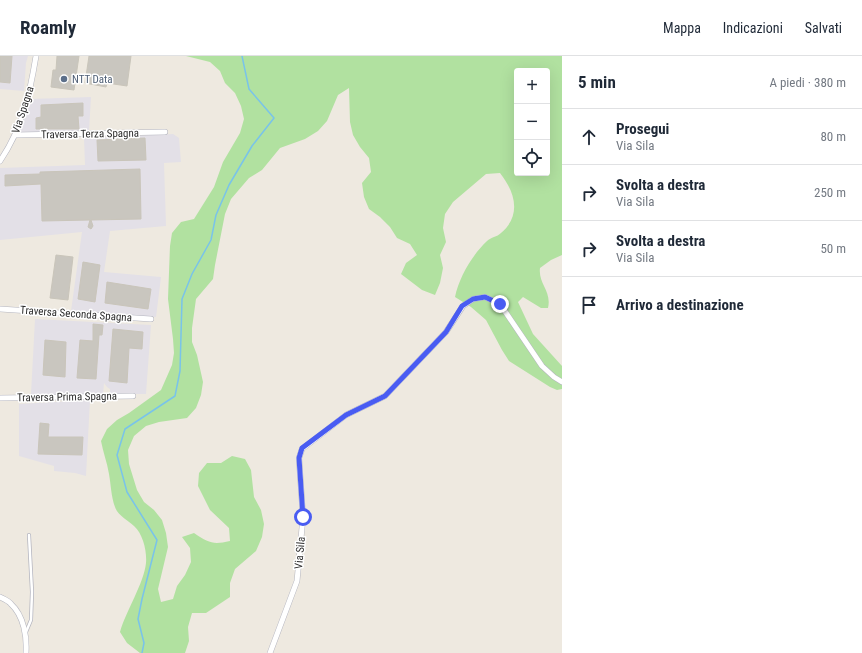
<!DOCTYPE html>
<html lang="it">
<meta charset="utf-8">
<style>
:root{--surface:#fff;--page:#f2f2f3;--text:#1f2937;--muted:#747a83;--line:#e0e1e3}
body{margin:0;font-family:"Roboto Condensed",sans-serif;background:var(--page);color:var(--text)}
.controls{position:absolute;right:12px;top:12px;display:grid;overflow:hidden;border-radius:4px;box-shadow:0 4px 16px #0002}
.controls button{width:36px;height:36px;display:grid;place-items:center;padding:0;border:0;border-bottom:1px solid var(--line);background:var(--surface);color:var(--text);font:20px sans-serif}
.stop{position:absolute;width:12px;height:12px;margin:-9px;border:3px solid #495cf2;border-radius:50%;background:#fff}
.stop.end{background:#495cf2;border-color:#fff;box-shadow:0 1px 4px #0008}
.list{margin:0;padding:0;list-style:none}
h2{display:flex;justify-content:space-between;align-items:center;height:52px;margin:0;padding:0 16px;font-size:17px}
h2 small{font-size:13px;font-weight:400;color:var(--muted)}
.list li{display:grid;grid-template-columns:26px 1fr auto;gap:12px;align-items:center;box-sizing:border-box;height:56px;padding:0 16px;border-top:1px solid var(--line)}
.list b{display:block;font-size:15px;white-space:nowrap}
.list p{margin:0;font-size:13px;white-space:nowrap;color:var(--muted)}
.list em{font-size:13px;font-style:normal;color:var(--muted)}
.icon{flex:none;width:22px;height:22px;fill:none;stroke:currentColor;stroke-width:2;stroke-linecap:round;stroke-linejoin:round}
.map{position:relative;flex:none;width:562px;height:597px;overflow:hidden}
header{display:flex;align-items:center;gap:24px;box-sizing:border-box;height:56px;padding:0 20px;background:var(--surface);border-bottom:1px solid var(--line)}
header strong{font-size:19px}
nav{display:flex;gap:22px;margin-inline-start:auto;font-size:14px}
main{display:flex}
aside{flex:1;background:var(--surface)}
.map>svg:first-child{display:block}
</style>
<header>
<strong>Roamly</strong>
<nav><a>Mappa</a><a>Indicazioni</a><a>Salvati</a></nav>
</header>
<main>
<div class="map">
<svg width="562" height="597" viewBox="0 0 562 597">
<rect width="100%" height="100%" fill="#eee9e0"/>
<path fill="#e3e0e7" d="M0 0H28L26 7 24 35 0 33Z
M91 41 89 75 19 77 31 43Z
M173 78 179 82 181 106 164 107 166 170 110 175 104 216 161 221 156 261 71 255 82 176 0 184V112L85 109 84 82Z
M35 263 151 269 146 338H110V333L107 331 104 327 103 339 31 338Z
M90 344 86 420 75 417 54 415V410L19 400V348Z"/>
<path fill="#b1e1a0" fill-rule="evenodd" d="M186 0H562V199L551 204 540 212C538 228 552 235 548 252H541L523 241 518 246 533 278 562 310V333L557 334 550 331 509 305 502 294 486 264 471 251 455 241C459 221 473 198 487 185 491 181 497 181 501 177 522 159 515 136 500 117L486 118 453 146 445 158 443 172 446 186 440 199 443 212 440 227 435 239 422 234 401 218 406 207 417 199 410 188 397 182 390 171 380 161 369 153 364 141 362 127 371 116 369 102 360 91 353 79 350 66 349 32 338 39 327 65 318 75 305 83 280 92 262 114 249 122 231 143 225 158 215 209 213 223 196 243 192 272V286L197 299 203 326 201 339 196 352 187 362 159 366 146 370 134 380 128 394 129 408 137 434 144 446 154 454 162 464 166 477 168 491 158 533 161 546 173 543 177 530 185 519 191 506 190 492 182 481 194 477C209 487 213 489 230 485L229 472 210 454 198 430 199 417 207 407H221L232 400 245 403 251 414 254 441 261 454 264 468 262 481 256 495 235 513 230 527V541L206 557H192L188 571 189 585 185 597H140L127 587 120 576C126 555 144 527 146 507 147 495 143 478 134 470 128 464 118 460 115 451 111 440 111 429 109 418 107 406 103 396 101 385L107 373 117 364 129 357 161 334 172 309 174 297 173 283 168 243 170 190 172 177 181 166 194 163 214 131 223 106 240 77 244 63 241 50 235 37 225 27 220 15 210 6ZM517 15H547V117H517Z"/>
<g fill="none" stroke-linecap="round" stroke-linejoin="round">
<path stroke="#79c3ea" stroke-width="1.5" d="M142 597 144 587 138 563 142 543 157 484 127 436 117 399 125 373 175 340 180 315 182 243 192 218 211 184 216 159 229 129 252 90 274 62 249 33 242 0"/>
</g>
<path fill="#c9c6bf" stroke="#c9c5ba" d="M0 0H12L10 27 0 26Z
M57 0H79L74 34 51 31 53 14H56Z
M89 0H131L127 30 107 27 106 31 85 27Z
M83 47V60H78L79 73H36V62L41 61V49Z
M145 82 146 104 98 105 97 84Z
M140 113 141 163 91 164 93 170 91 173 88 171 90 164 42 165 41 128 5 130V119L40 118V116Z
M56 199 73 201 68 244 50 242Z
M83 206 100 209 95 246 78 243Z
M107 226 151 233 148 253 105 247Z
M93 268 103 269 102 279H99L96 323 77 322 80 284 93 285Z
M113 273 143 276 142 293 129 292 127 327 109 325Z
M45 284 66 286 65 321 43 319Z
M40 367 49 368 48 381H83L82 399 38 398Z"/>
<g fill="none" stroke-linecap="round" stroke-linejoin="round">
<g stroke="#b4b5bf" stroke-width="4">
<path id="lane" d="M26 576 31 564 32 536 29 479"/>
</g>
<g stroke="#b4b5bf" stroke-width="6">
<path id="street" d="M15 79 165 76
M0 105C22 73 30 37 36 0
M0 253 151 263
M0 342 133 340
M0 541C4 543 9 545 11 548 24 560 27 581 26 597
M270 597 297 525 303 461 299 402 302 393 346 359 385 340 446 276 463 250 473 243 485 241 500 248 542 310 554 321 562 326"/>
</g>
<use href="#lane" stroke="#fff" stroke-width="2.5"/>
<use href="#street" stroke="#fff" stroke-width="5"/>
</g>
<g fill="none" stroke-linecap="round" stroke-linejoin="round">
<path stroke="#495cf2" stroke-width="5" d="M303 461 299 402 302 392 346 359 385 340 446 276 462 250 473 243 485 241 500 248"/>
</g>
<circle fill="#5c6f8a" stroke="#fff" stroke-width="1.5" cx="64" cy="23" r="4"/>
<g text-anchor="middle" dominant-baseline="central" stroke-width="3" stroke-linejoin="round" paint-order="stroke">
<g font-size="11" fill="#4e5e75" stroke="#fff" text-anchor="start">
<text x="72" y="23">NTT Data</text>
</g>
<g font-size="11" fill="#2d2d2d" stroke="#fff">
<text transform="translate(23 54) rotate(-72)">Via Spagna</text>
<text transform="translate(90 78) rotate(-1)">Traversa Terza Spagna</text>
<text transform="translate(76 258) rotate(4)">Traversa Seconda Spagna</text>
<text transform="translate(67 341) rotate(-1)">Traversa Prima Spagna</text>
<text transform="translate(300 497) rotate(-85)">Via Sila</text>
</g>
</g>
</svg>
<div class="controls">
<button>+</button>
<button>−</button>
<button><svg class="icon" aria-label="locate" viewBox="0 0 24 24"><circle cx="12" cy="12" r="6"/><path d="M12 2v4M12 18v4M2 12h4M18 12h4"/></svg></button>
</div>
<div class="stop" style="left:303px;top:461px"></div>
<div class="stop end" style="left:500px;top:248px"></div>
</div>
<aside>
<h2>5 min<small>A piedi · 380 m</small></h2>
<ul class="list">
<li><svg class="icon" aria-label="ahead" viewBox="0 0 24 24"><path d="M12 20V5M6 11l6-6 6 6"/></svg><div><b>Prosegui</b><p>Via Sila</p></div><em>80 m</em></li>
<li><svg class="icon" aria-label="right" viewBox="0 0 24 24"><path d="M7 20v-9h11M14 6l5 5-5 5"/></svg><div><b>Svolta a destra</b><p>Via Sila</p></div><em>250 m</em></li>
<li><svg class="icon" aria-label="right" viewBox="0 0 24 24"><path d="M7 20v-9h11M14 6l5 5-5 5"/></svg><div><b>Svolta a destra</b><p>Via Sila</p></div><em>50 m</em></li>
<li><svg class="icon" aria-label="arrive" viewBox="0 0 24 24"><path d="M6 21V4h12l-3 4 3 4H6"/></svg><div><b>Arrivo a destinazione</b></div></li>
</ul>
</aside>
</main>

REQUIRED ACTION — Working from the material above, retype exactly the lines from the one with "<button>+</button>" through the one with "<h2>5 min<small>A piedi · 380 m</small></h2>", both included, and only those lines.

RESPONSE TO THIS EXERCISE —
<button>+</button>
<button>−</button>
<button><svg class="icon" aria-label="locate" viewBox="0 0 24 24"><circle cx="12" cy="12" r="6"/><path d="M12 2v4M12 18v4M2 12h4M18 12h4"/></svg></button>
</div>
<div class="stop" style="left:303px;top:461px"></div>
<div class="stop end" style="left:500px;top:248px"></div>
</div>
<aside>
<h2>5 min<small>A piedi · 380 m</small></h2>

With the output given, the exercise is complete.